Cultura e Lazer

“Crises climáticas passarão a ser a nossa professora”, diz jornalista britânica

O subcontinente indiano é uma das mais magnéticas regiões do mundo atual. Tendo a Índia como referência, por ser agora a nação mais populosa do planeta, com seus 1,452 bilhão de habitantes, essa área, composta ainda por seus vizinhos Paquistão, Bangladesh, Nepal e Butão, seguramente ditará os rumos da humanidade.

A jornalista e escritora inglesa Alice Albinia detalha em livro sua jornada ao longo do Indo

E é a um passeio ao cerne histórico desse imenso território que convida um livro da jornalista e escritora britânica Alice Albinia, de 46 anos. Impérios do Indo foi lançado no Brasil pela editora Âyiné, em tradução de Lucas Sant’Anna, com 492 páginas. A autora descreve a viagem que fez ao longo do Rio Indo, que deu nome à Índia e a todo o subcontinente. Alice Albinia concedeu entrevista exclusiva, por e-mail, para a Gazeta do Sul.

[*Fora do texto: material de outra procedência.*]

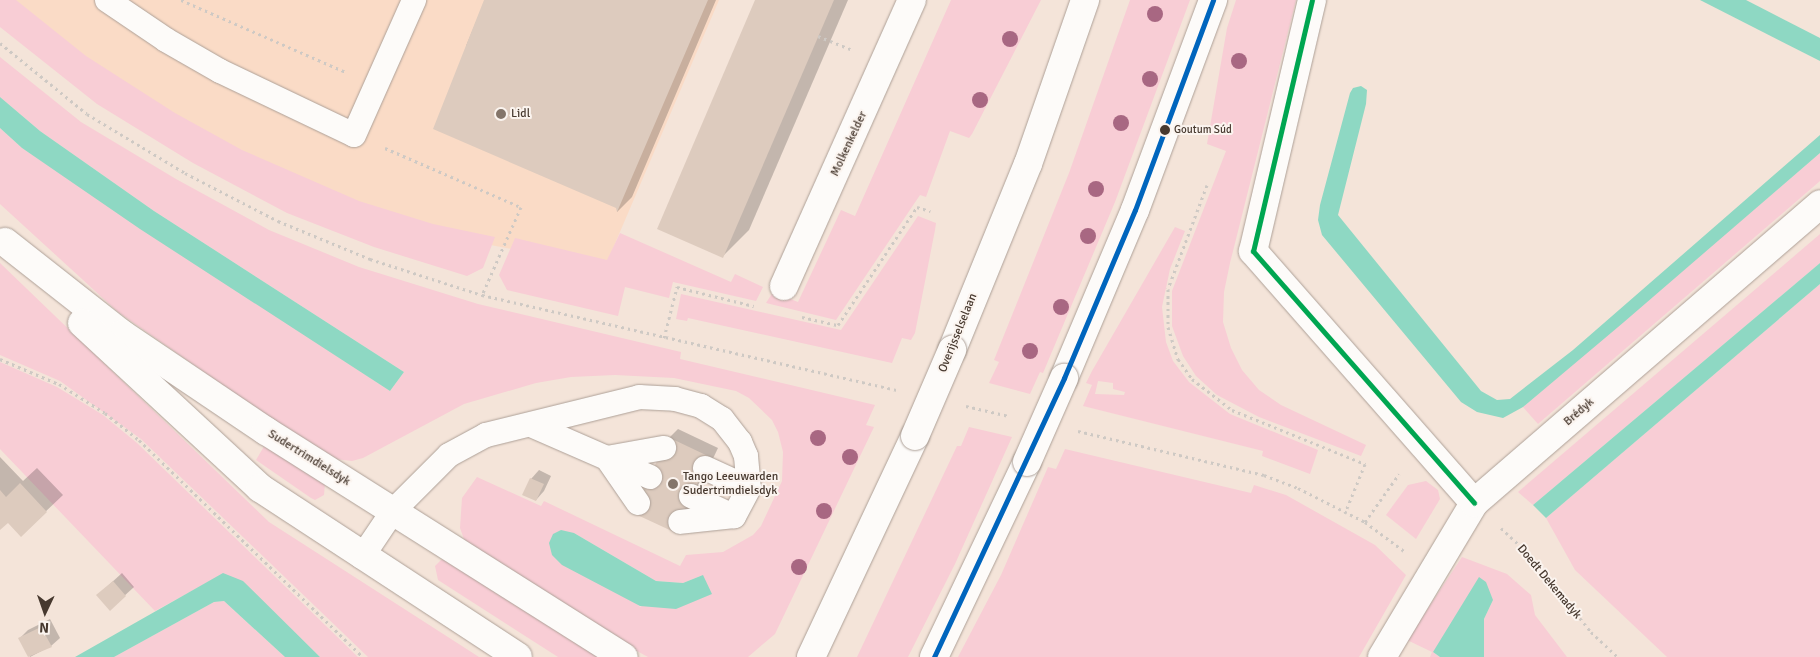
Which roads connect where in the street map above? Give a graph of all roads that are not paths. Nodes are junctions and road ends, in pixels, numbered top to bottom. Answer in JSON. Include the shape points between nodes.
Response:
{"nodes":[{"id":1,"x":107,"y":0,"type":"edge"},
{"id":2,"x":414,"y":0,"type":"edge"},
{"id":3,"x":912,"y":0,"type":"edge"},
{"id":4,"x":1085,"y":0,"type":"edge"},
{"id":5,"x":1213,"y":0,"type":"edge"},
{"id":6,"x":1312,"y":0,"type":"edge"},
{"id":7,"x":1820,"y":204,"type":"edge"},
{"id":8,"x":3,"y":239,"type":"edge"},
{"id":9,"x":784,"y":286,"type":"dead end"},
{"id":10,"x":531,"y":425,"type":"junction"},
{"id":11,"x":664,"y":448,"type":"dead end"},
{"id":12,"x":607,"y":458,"type":"junction"},
{"id":13,"x":705,"y":468,"type":"dead end"},
{"id":14,"x":650,"y":477,"type":"dead end"},
{"id":15,"x":749,"y":488,"type":"junction"},
{"id":16,"x":691,"y":496,"type":"dead end"},
{"id":17,"x":1474,"y":502,"type":"junction"},
{"id":18,"x":638,"y":503,"type":"dead end"},
{"id":19,"x":393,"y":511,"type":"junction"},
{"id":20,"x":734,"y":516,"type":"junction"},
{"id":21,"x":680,"y":522,"type":"dead end"},
{"id":22,"x":362,"y":557,"type":"junction"},
{"id":23,"x":518,"y":657,"type":"edge"},
{"id":24,"x":624,"y":657,"type":"edge"},
{"id":25,"x":811,"y":657,"type":"edge"},
{"id":26,"x":934,"y":657,"type":"edge"},
{"id":27,"x":1382,"y":657,"type":"edge"}],
"edges":[{"from":1,"to":2,"type":"lane","via":[[220,71],[354,135]]},
{"from":3,"to":9,"type":"street","name":"Molkenkelder"},
{"from":4,"to":25,"type":"street","name":"Overijsselselaan","bridge":true,"via":[[1028,164],[952,350]]},
{"from":5,"to":26,"type":"street","bridge":true,"via":[[1135,210],[1064,378]]},
{"from":6,"to":17,"type":"street","via":[[1253,251]]},
{"from":7,"to":17,"type":"street","name":"Brédyk"},
{"from":8,"to":19,"type":"street","name":"Sudertrimdielsdyk","via":[[122,334]]},
{"from":8,"to":22,"type":"street","name":"Sudertrimdielsdyk","via":[[58,301],[260,488]]},
{"from":10,"to":12,"type":"lane"},
{"from":10,"to":15,"type":"lane","via":[[639,398],[675,399],[701,406],[722,419],[740,442],[746,456]]},
{"from":10,"to":19,"type":"lane","via":[[486,435],[449,455]]},
{"from":11,"to":12,"type":"lane"},
{"from":12,"to":14,"type":"lane"},
{"from":12,"to":18,"type":"lane"},
{"from":13,"to":15,"type":"lane"},
{"from":15,"to":20,"type":"lane"},
{"from":16,"to":20,"type":"lane"},
{"from":17,"to":27,"type":"street","name":"Brédyk"},
{"from":19,"to":22,"type":"lane"},
{"from":19,"to":24,"type":"street","name":"Sudertrimdielsdyk"},
{"from":20,"to":21,"type":"lane"},
{"from":22,"to":23,"type":"street","name":"Sudertrimdielsdyk"}]}
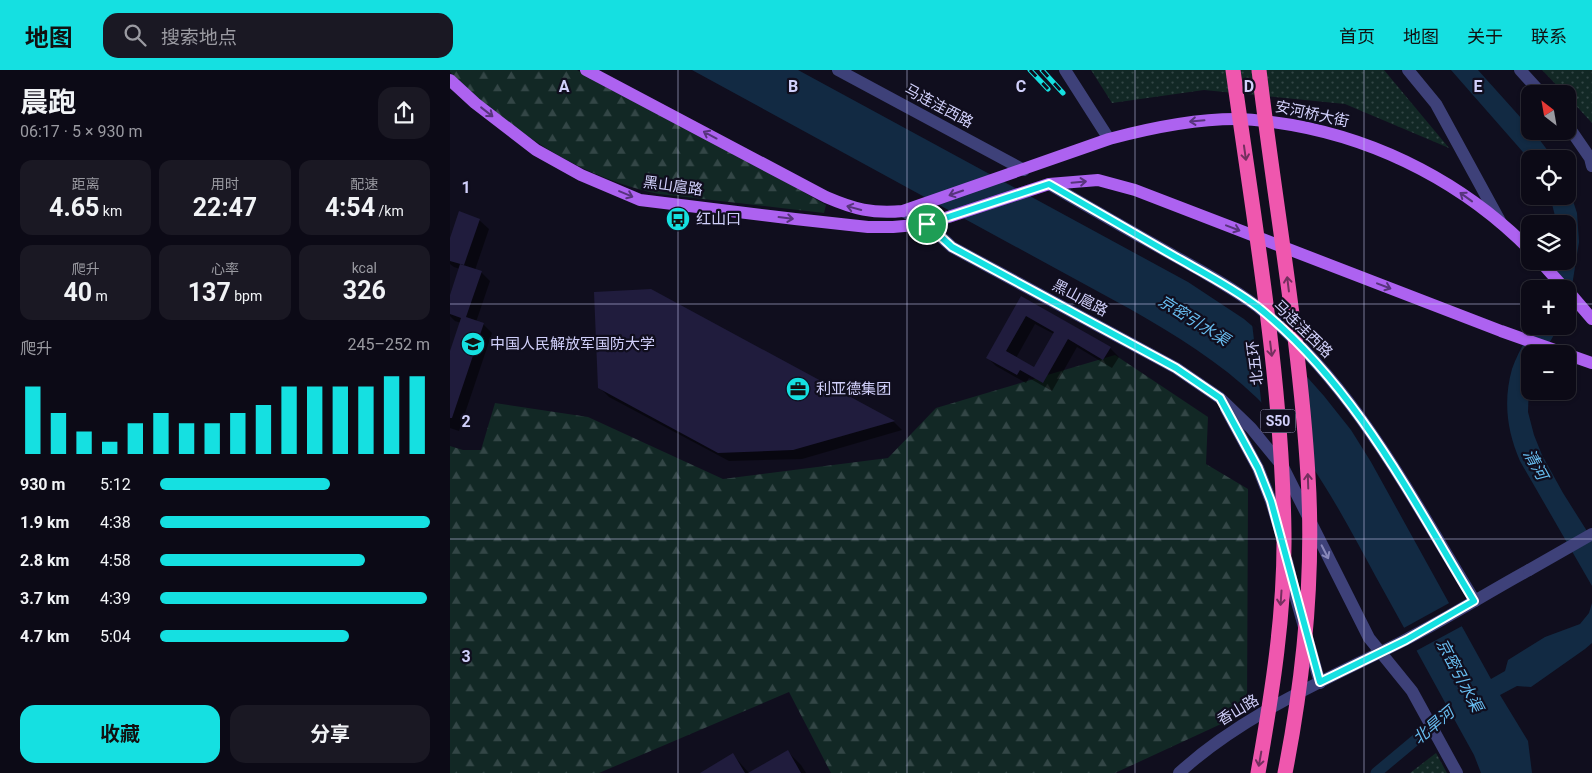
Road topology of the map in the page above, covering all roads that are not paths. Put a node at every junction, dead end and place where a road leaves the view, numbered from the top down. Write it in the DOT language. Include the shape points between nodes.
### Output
graph roads {
  1 [pos="586,70"];
  2 [pos="838,70"];
  3 [pos="1065,70"];
  4 [pos="1234,70"];
  5 [pos="1259,70"];
  6 [pos="1408,70"];
  7 [pos="1520,70"];
  8 [pos="450,80"];
  9 [pos="1534,85"];
  10 [pos="1576,138"];
  11 [pos="1109,139"];
  12 [pos="1592,166"];
  13 [pos="1024,170"];
  14 [pos="1049,184"];
  15 [pos="903,211"];
  16 [pos="1501,223"];
  17 [pos="927,224"];
  18 [pos="1521,242"];
  19 [pos="1548,270"];
  20 [pos="1557,280"];
  21 [pos="1576,301"];
  22 [pos="1591,318"];
  23 [pos="1592,363"];
  24 [pos="1220,398"];
  25 [pos="1592,534"];
  26 [pos="1474,601"];
  27 [pos="1380,652"];
  28 [pos="1320,682"];
  29 [pos="1179,773"];
  30 [pos="1258,773"];
  31 [pos="1285,773"];
  32 [pos="1457,773"];
  15 -- 1 [label="main road, one-way" via="873,212 852,208 826,197"];
  2 -- 13 [label="street, 马连洼西路"];
  3 -- 11 [label="street"];
  4 -- 30 [label="highway, 北五环 / S50, one-way, bridge" via="1272,358 1284,525 1279,626 1271,701"];
  31 -- 5 [label="highway, S50, one-way, bridge" via="1305,626 1308,477 1301,392"];
  6 -- 16 [label="street" via="1436,104"];
  7 -- 9 [label="street"];
  8 -- 17 [label="main road, 黑山扈路, one-way" via="536,150 581,175 640,200 868,227"];
  10 -- 12 [label="street"];
  11 -- 13 [label="main road, 安河桥大街"];
  16 -- 11 [label="main road, 安河桥大街, one-way" via="1449,184 1416,166 1360,142 1320,130 1236,119 1180,123"];
  13 -- 15 [label="main road, 安河桥大街, one-way"];
  14 -- 17 [label="main road, 黑山扈路"];
  14 -- 23 [label="main road, one-way" via="1098,180 1135,190"];
  14 -- 26 [label="street, 马连洼西路" via="1210,276 1257,307 1303,349 1341,391 1371,432"];
  15 -- 17 [label="street"];
  16 -- 18 [label="main road, 安河桥大街"];
  17 -- 24 [label="street, 黑山扈路" via="952,247 1176,368"];
  19 -- 20 [label="main road"];
  21 -- 22 [label="main road"];
  24 -- 27 [label="street, 黑山扈路, one-way" via="1251,428 1283,467 1369,638"];
  24 -- 28 [label="street" via="1258,468 1271,501"];
  25 -- 26 [label="street, bridge"];
  26 -- 27 [label="street"];
  27 -- 28 [label="street, 香山路"];
  27 -- 32 [label="street, 黑山扈路" via="1412,691"];
  28 -- 29 [label="street, 香山路" via="1234,730"];
}
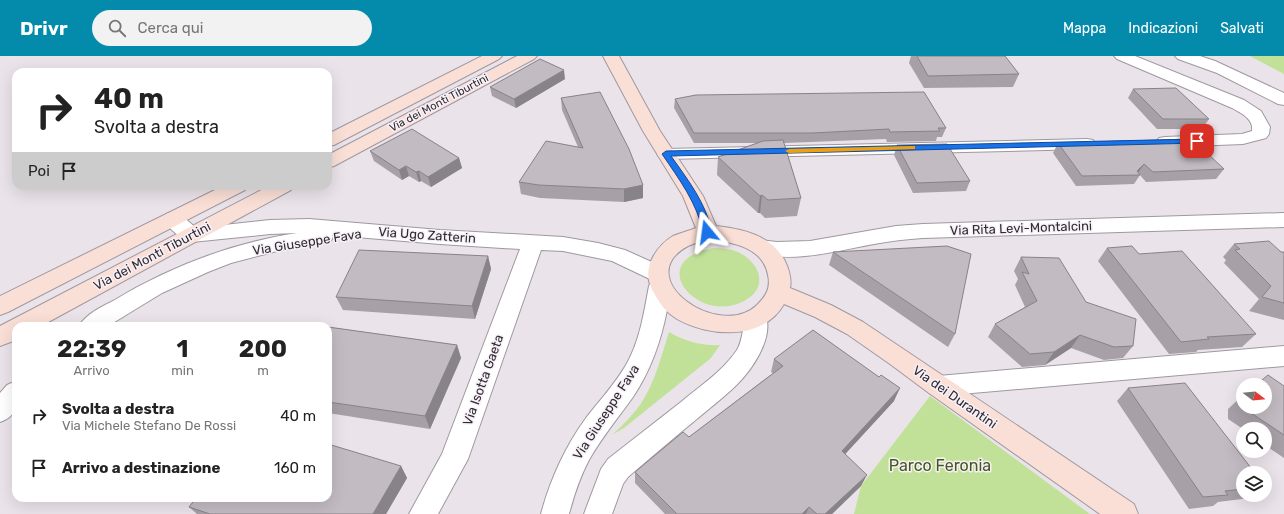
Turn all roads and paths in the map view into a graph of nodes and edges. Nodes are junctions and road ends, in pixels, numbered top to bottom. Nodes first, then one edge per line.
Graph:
1 (494, 56) edge
2 (529, 56) edge
3 (611, 56) edge
4 (1122, 56) edge
5 (1183, 56) edge
6 (1222, 56) edge
7 (1284, 88) edge
8 (1284, 100) edge
9 (332, 139) edge
10 (1151, 142) edge
11 (1105, 143) edge
12 (666, 154) junction
13 (332, 160) edge
14 (230, 190) edge
15 (276, 190) edge
16 (173, 219) junction
17 (1284, 220) edge
18 (372, 232) junction
19 (707, 232) junction
20 (192, 235) junction
21 (533, 242) junction
22 (760, 247) junction
23 (659, 280) junction
24 (779, 293) junction
25 (4, 303) edge
26 (756, 318) junction
27 (29, 322) edge
28 (97, 322) edge
29 (12, 331) edge
30 (0, 337) edge
31 (1284, 356) edge
32 (938, 386) junction
33 (12, 397) edge
34 (0, 411) edge
35 (423, 514) edge
36 (555, 514) edge
37 (598, 514) edge
38 (1124, 514) edge

1 - 9 main road, Via dei Monti Tiburtini
2 - 13 main road, Via dei Monti Tiburtini
3 - 12 main road
4 - 10 street
5 - 8 street
6 - 7 street
11 - 12 street
12 - 19 main road
14 - 16 main road, Via dei Monti Tiburtini
15 - 20 main road, Via dei Monti Tiburtini
16 - 20 street
16 - 25 main road, Via dei Monti Tiburtini
17 - 22 street, Via Rita Levi-Montalcini
18 - 20 street, Via Ugo Zatterin
18 - 21 street, Via Ugo Zatterin
18 - 28 street, Via Giuseppe Fava
19 - 22 main road
19 - 23 main road
20 - 27 main road, Via dei Monti Tiburtini
21 - 23 street, Via Ugo Zatterin
21 - 35 street, Via Isotta Gaeta
22 - 24 main road
23 - 26 main road
23 - 36 street, Via Giuseppe Fava
24 - 26 main road
24 - 32 main road, Via dei Durantini
26 - 37 street
29 - 30 main road
31 - 32 street
32 - 38 main road, Via dei Durantini
33 - 34 street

LEIA TAMBÉM: “InfiniMundo”: filme gravado no interior de Santa Cruz e Sinimbu ganha trailer; assista

Publicidade

Três mil quilômetros de história e cultura

O conteúdo que Alice Albinia compartilha com seus leitores em Impérios do Indo decorre das observações que fez in loco durante a sua viagem, que compreendeu mais de 3 mil quilômetros percorridos, envolvendo uma das regiões mais populosas e conflituosas do planeta. Ocorre que o Indo, ainda que para sempre esteja associado à Índia, após a partição promovida pelos ingleses em 1947, quando estes deixaram o subcontinente (que ocuparam, como Raj, desde 1858), flui quase integralmente em território do Paquistão.

Por isso, Alice viajou até Carachi, capital paquistanesa, para, a partir de lá, percorrer o delta. Depois segue na direção norte, visitando cidades e o meio rural e conversando com as mais diversas comunidades ligadas ao Indo, chamado de “Rio dos Rios”. Conversa com especialistas, religiosos, lideranças ou pessoas comuns, que vivem sua vida em função das águas do Indo. Ingressa inclusive em território afegão, até, por fim, chegar à nascente, nas altitudes do Tibete.

LEIA TAMBÉM: Santa-cruzense produz curta-metragem para mostrar o ponto de vista dos autistas; assista ao trailer

Publicidade

Impérios do Indo, de Alice Albinia. Belo Horizonte: Âyiné, 2022. 492 p. R$ 109,90.

O livro-reportagem e mescla de relato de viagem Impérios do Indo, da britânica Alice Albinia, é de uma atualidade desconcertante para quem reside no Rio Grande do Sul. Guardadas as proporções (a começar pelo tanto em que recua no tempo a ocupação humana no subcontinente), o tipo de exploração a que tem sido submetido o Indo nas últimas décadas envia um recado inquietante aos gaúchos pelo modelo de relação com o Rio Jacuí, bem como com os demais cursos d’água da realidade estadual.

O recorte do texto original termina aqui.